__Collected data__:
....
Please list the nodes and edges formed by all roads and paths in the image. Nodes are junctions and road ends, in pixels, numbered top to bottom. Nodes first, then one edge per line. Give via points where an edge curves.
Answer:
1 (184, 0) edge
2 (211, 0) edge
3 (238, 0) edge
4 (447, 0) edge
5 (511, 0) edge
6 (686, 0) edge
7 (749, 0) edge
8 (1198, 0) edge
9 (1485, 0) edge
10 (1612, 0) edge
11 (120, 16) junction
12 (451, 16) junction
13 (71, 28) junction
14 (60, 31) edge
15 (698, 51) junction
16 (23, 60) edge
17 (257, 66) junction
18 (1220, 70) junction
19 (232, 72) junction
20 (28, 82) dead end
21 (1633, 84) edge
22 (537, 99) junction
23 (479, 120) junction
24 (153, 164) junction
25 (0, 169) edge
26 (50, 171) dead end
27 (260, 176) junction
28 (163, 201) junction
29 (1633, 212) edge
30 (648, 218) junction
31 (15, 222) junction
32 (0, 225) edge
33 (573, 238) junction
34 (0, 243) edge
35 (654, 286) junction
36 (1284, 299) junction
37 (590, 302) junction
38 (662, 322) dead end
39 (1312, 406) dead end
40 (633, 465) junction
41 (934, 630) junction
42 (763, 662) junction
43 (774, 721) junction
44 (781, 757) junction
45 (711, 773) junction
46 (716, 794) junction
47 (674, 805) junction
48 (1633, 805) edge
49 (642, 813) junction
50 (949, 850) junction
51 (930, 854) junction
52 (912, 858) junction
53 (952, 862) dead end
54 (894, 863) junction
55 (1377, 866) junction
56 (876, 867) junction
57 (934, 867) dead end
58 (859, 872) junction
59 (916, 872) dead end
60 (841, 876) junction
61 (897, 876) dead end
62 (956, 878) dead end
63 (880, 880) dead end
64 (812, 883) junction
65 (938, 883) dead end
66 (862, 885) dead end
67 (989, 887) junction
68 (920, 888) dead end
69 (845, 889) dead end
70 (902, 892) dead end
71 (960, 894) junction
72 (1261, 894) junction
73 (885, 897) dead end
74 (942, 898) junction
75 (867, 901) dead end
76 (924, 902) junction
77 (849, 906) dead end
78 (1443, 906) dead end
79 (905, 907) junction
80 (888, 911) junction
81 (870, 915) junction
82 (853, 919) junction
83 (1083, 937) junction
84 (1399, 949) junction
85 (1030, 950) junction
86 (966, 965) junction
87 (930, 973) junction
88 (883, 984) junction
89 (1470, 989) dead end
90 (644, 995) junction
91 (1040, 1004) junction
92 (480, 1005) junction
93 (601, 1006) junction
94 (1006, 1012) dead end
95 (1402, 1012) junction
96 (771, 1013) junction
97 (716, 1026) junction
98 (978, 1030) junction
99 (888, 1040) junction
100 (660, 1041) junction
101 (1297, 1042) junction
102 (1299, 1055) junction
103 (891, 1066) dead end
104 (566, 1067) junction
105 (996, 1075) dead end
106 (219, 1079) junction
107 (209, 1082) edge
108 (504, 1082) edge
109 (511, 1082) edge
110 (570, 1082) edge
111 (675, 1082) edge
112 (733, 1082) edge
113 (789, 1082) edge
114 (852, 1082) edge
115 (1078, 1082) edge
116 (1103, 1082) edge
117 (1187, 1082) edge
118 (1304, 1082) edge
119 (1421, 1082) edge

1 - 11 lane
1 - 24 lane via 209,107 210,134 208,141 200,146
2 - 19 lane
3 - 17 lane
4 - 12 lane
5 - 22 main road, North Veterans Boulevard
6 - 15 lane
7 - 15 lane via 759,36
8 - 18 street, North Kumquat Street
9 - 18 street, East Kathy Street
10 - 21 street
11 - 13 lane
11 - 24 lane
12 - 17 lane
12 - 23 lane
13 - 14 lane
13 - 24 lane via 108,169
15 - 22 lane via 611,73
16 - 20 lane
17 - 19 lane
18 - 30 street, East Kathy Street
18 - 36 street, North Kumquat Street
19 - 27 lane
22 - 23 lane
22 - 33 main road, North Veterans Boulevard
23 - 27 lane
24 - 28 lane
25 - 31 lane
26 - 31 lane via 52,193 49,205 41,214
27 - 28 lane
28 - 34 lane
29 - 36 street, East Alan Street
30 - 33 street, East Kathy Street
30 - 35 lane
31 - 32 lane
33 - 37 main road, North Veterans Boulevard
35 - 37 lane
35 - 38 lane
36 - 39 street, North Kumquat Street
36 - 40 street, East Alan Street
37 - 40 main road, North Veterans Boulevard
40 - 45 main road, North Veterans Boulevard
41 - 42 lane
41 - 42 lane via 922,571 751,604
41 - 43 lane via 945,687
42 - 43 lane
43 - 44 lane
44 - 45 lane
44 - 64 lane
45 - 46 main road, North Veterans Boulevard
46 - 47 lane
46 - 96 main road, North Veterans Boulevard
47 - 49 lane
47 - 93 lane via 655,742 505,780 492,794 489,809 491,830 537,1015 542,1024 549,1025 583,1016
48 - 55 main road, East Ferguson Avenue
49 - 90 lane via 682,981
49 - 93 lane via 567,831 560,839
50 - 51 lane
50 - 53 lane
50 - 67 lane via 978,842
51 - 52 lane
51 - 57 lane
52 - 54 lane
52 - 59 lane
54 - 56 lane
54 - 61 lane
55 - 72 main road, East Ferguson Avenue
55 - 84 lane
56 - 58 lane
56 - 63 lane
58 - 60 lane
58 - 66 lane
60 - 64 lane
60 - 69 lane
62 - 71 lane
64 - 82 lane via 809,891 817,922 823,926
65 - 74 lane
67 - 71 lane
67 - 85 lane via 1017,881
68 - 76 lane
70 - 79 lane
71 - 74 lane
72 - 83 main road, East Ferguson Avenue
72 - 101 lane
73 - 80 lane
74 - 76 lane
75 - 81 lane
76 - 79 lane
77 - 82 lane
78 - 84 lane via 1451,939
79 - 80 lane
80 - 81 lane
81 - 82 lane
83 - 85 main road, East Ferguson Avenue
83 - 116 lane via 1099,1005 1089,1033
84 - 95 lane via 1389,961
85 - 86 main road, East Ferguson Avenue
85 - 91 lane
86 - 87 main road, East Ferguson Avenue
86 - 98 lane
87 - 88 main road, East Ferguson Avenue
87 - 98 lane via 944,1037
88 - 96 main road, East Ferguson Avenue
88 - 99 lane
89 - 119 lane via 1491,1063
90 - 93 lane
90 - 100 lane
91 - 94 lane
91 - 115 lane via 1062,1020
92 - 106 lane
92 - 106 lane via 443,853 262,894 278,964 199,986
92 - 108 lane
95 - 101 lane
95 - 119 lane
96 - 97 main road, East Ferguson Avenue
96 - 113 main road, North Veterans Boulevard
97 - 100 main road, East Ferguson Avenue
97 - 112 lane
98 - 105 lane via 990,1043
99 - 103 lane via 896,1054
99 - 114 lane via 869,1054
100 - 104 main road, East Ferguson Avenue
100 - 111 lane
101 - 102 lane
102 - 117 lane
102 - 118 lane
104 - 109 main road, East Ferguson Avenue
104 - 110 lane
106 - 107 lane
....
Every line above that contains the word "Boulevard" should be reported.

5 - 22 main road, North Veterans Boulevard
22 - 33 main road, North Veterans Boulevard
33 - 37 main road, North Veterans Boulevard
37 - 40 main road, North Veterans Boulevard
40 - 45 main road, North Veterans Boulevard
45 - 46 main road, North Veterans Boulevard
46 - 96 main road, North Veterans Boulevard
96 - 113 main road, North Veterans Boulevard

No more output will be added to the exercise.